Inicialmente não tinha dificuldades económicas, como deixou a perceber. Explicadora, trabalhou ensinando francês, inglês e outras matérias. Mais tarde, com vinte dois anos, estudou Direito na Universidade de Lisboa.

Publicou vários poemas em jornais e revistas não propriamente dedicados à poesia, como Noticias de Évora e O Século ou de circulação local.

Editou os seus primeiros livros, Livro de Mágoas em 1919, e em 1923 Livro de Soror Saudade, onde incluiu grande parte da produção anterior.

Referia o seu Alentejo e os locais ligados às suas origens, e exaltava a Pátria em alguns poemas. Mas a sua escrita situou-se sobretudo no campo da paixão humana.

Contraiu matrimónio por três vezes. Do primeiro marido, Alberto Moutinho, usou o apelido em alguns escritos, nomeadamente correspondência. Do terceiro marido, Mário Lage, juntou o apelido à assinatura usual, nas traduções que efectuou. Do segundo, António Guimarães, não parece ter havido reminiscências explicitas nos escritos de Florbela, que lhe terá dedicado obra que publica como Livro de Soror Saudade, titulo diferente do projectado e esquecendo a dedicatória.

No último ano de vida elaborou um "Diário", onde deixou anotações até escassos dias antes do trágico fim.

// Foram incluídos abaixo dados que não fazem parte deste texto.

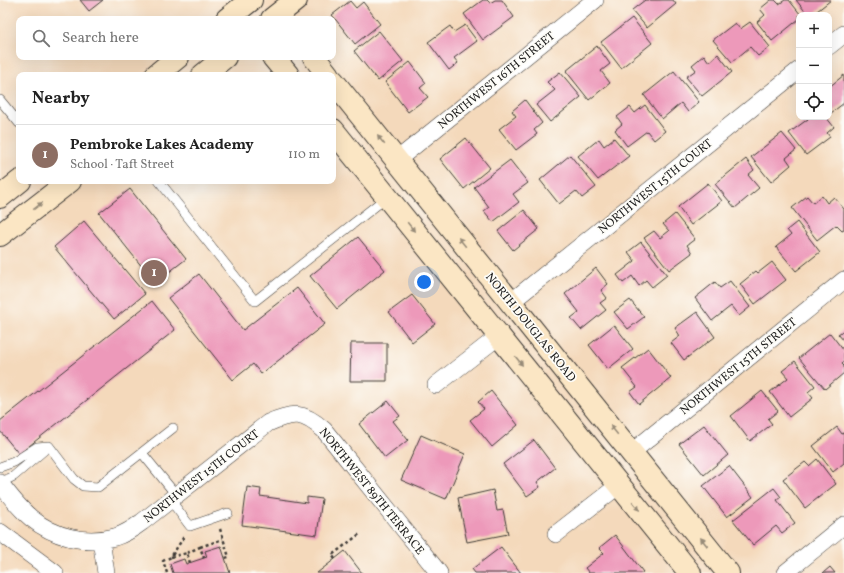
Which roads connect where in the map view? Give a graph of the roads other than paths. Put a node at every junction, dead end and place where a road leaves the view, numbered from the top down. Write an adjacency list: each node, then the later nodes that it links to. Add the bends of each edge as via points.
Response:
1 (296, 0): 3 (main road)
2 (595, 0): 19 (street, NORTHWEST 16TH STREET)
3 (275, 13)
4 (844, 34): 5 (street)
5 (832, 44)
6 (174, 60): 10 (main road)
7 (221, 60): 11 (main road)
8 (276, 60): 12 (main road)
9 (316, 60): 13 (main road)
10 (160, 72)
11 (207, 72)
12 (286, 72)
13 (326, 72)
14 (796, 72): 28 (street, NORTHWEST 15TH COURT)
15 (336, 85): 19 (main road, NORTH DOUGLAS ROAD, one-way to 15)
16 (0, 100): 17 (lane)
17 (16, 119)
18 (336, 134): 24 (main road)
19 (397, 160): 27 (main road, NORTH DOUGLAS ROAD, one-way to 19)
20 (16, 184): 23 (main road)
21 (66, 184): 25 (main road, one-way to 21)
22 (161, 184): 24 (lane, via 255,301)
23 (0, 196)
24 (387, 197): 27 (main road, via 413,205 457,258); 29 (main road, one-way to 29)
25 (0, 235)
26 (844, 280): 34 (street, NORTHWEST 15TH STREET)
27 (496, 284): 28 (main road, NORTH DOUGLAS ROAD)
28 (511, 302): 34 (main road, NORTH DOUGLAS ROAD, one-way to 28)
29 (499, 336): 30 (street); 38 (main road, one-way to 38)
30 (436, 385)
31 (300, 415): 39 (street, NORTHWEST 15TH COURT, via 285,415 268,423); 47 (street, NORTHWEST 89TH TERRACE, via 313,420 324,430)
32 (173, 428): 35 (lane)
33 (49, 446): 35 (lane, via 83,486 98,487); 36 (lane, via 37,447 14,462); 37 (lane, via 14,476)
34 (632, 452): 49 (main road, NORTH DOUGLAS ROAD, one-way to 34)
35 (142, 453): 39 (lane)
36 (0, 467)
37 (0, 483): 44 (street, via 20,507 40,525 54,533 86,540)
38 (619, 485): 43 (street); 48 (main road, one-way to 48)
39 (174, 498): 40 (lane, via 190,526); 44 (street, NORTHWEST 15TH COURT, via 130,530 116,537)
40 (228, 513)
41 (844, 526): 50 (street)
42 (0, 532): 45 (street)
43 (556, 534)
44 (101, 540): 46 (street)
45 (55, 573)
46 (106, 573)
47 (439, 573)
48 (690, 573)
49 (728, 573)
50 (785, 573)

A morte anunciada ao longo da sua escrita ocorreu pouco depois. Pôs fim à sua vida em 8 de Dezembro de 1930, dia em que fez 36 anos, em Matosinhos, onde vivia. Aí foi enterrada sendo mais tarde trasladada para a sua terra natal.

Florbela pode não ter sido a maior poetisa do seu tempo mas foi certamente uma das que mais agudamente e sem temor exprimiu as grandes contradições da sensibilidade feminina nas suas paixões. Ao mesmo tempo, com uma certa ingenuidade, impregnada das verdades simples ou complexas do que é a mulher, na convergência da cultura e do ser.